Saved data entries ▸
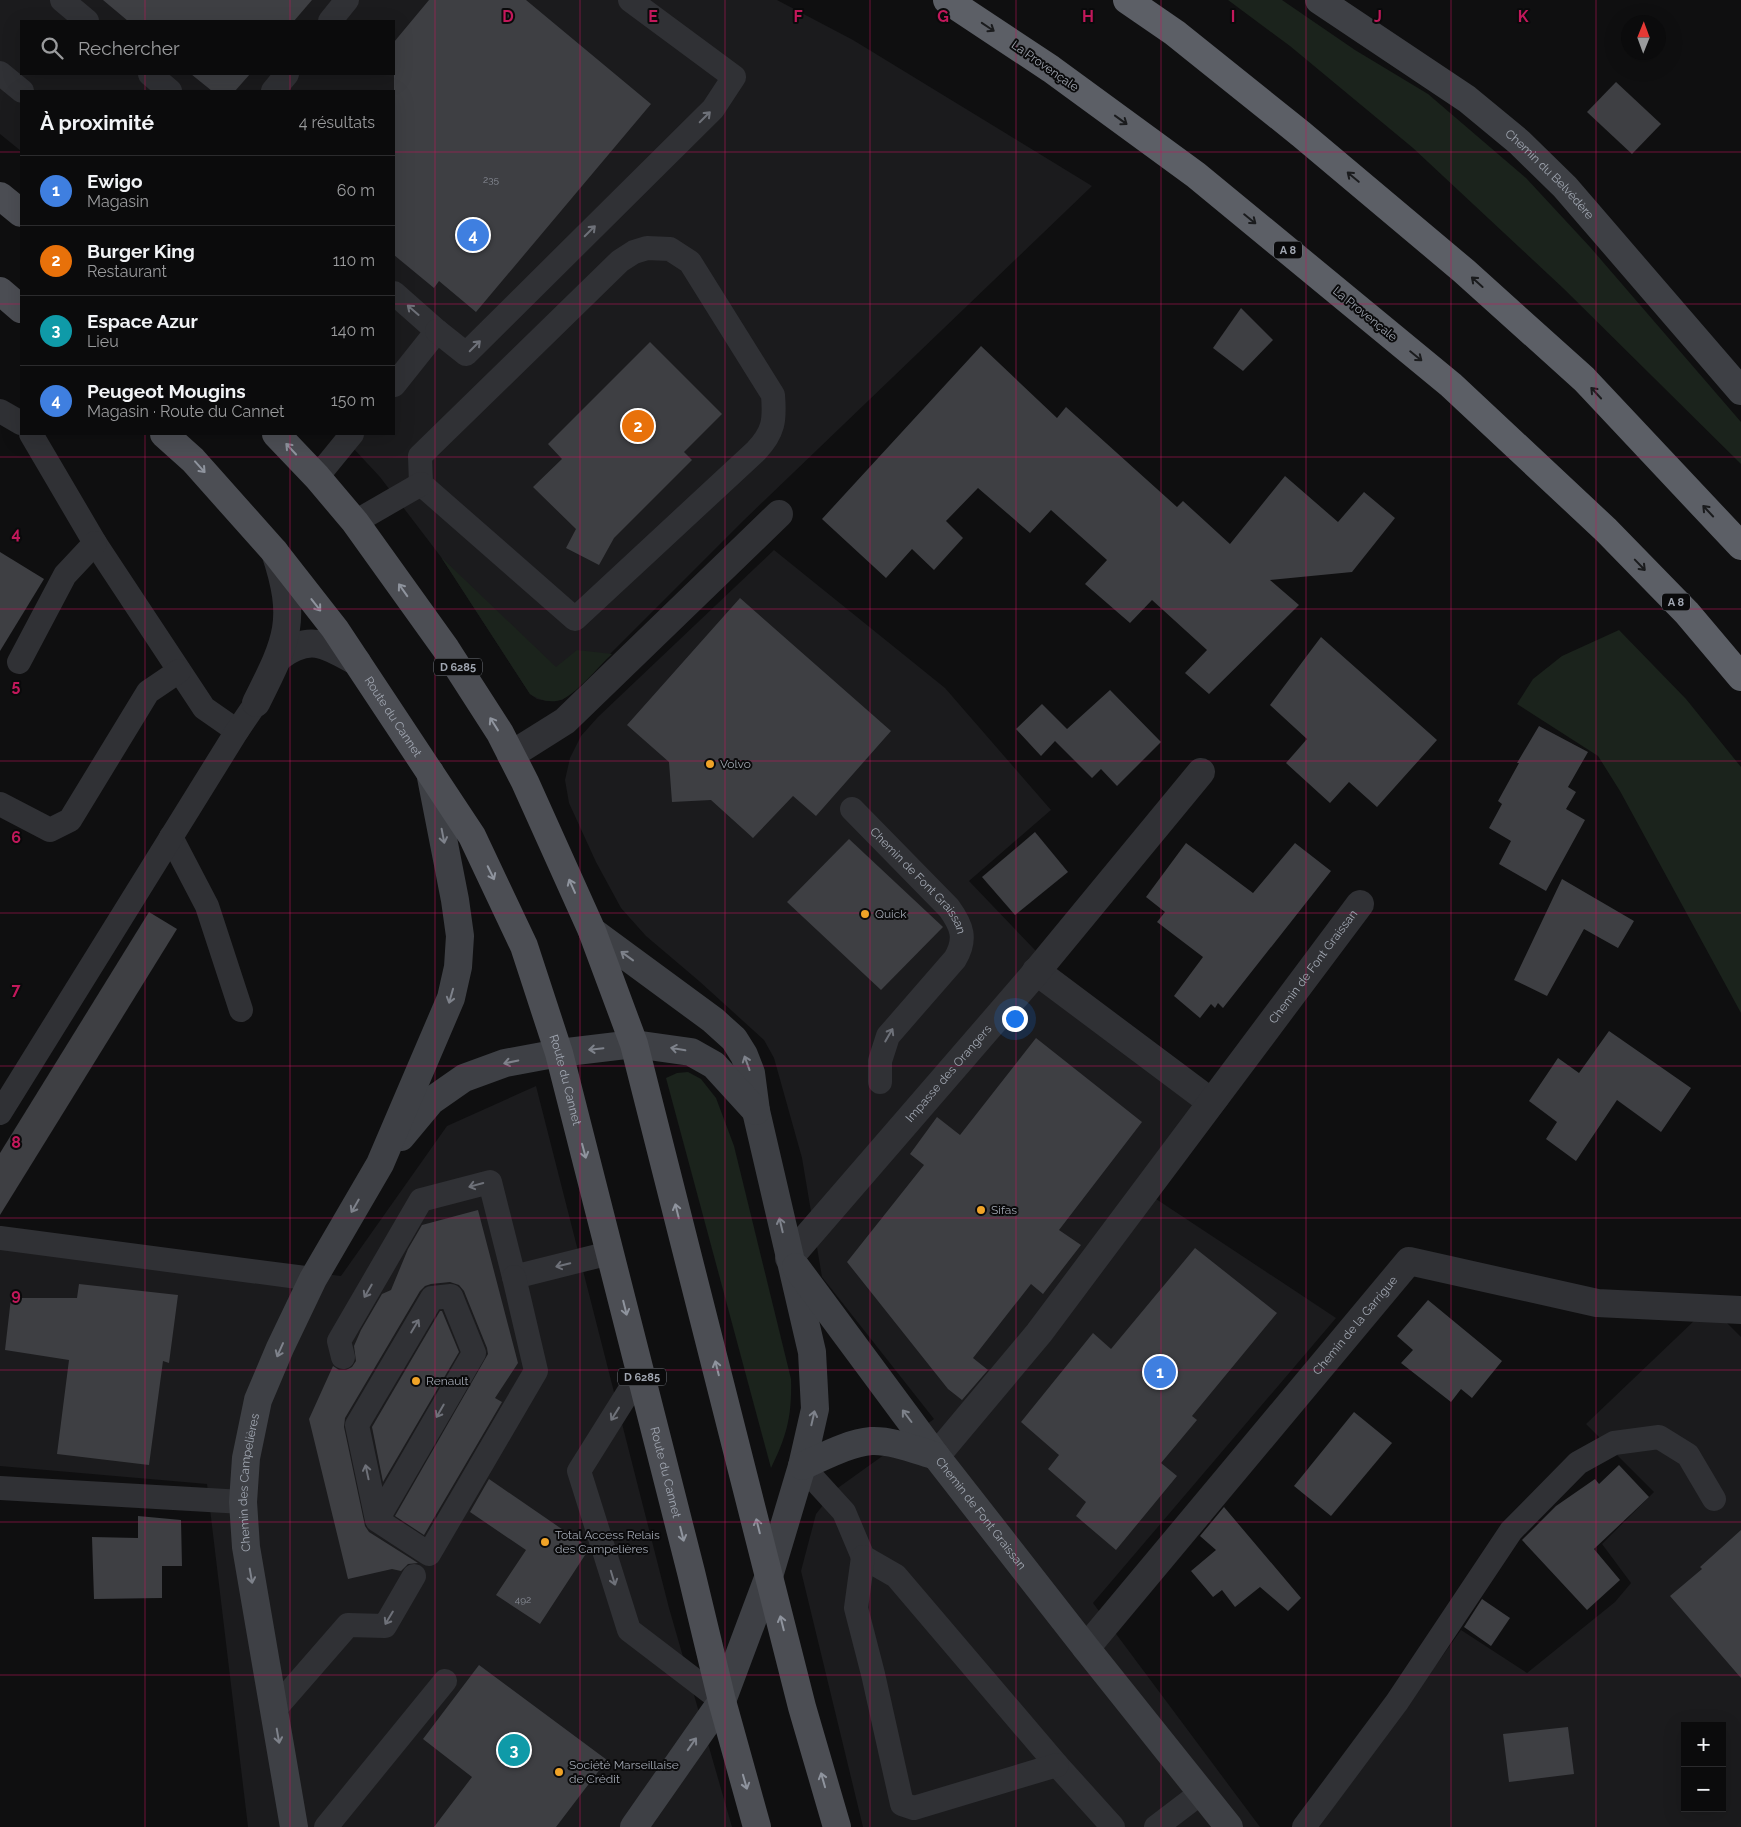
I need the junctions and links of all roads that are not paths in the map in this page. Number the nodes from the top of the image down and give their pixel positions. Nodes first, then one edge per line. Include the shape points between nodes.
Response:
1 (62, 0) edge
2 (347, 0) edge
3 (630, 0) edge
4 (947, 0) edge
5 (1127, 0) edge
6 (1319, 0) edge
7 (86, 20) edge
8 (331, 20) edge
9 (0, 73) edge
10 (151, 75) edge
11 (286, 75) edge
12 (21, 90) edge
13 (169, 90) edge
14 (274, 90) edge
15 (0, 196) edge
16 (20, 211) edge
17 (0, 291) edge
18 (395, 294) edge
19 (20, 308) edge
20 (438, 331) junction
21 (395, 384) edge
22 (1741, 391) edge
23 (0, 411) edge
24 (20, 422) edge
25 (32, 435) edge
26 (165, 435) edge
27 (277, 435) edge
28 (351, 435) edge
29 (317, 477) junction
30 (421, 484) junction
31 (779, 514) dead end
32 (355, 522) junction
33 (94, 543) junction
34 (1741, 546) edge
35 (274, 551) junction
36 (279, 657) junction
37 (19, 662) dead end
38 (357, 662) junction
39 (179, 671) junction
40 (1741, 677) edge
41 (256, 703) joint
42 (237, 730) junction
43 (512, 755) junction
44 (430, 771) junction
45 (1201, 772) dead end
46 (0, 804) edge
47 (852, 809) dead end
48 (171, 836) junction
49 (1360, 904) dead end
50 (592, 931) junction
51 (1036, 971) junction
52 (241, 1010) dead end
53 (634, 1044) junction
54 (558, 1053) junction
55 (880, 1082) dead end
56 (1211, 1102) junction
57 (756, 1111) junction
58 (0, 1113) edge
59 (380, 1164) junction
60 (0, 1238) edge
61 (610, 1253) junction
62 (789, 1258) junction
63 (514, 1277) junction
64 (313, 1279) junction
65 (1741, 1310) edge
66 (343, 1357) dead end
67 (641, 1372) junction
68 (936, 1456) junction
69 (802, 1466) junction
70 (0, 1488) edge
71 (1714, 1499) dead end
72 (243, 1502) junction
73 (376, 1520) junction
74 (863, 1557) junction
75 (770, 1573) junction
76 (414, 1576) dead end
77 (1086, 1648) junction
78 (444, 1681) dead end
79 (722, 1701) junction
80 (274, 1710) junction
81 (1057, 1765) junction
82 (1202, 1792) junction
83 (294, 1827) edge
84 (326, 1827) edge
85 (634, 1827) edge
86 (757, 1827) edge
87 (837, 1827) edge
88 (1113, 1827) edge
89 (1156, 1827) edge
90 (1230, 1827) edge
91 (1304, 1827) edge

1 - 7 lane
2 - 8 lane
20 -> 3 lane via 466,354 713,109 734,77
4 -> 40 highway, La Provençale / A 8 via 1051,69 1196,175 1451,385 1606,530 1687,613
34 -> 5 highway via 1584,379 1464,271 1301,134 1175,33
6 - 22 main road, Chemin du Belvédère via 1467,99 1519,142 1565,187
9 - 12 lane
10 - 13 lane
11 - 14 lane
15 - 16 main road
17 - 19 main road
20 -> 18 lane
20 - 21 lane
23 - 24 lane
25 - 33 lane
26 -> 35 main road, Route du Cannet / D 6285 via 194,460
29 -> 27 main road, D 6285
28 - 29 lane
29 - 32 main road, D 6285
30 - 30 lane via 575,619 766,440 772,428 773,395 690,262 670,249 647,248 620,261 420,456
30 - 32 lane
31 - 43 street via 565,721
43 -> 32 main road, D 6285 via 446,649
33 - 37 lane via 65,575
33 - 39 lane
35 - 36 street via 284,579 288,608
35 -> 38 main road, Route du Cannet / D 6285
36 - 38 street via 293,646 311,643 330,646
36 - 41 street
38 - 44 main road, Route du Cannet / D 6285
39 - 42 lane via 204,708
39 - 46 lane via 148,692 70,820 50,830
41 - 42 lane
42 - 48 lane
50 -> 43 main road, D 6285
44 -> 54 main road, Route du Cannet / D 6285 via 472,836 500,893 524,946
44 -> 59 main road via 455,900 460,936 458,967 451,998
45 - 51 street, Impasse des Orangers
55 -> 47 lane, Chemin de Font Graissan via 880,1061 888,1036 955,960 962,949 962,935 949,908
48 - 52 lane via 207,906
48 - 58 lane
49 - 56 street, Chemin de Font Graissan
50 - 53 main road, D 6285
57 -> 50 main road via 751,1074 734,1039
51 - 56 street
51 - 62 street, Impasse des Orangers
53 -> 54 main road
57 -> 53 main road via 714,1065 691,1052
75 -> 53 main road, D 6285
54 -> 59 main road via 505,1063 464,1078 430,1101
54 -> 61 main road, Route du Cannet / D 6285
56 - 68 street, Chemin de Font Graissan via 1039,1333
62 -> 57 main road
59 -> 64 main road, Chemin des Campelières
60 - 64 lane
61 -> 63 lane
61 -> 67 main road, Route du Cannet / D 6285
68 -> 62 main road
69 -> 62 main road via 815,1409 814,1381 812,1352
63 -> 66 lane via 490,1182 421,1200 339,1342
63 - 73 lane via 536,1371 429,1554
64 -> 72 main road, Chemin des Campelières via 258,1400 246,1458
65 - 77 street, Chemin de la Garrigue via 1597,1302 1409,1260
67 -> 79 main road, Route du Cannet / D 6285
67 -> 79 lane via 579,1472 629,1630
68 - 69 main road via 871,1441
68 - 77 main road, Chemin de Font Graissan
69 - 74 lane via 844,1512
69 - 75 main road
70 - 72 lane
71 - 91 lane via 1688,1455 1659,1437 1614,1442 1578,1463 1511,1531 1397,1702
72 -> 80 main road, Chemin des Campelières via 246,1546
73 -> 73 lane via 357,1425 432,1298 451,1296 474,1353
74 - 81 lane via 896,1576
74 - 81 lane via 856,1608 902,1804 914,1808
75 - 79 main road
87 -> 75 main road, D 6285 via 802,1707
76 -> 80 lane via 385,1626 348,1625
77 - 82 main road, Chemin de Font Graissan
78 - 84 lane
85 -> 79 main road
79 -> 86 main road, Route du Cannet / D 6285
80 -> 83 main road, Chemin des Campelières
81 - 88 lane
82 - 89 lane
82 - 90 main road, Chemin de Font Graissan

Exercise details ▸ Apply a filter for "Orangers" to the data above, then copy each line that matches.

Exercise solution ▸
45 - 51 street, Impasse des Orangers
51 - 62 street, Impasse des Orangers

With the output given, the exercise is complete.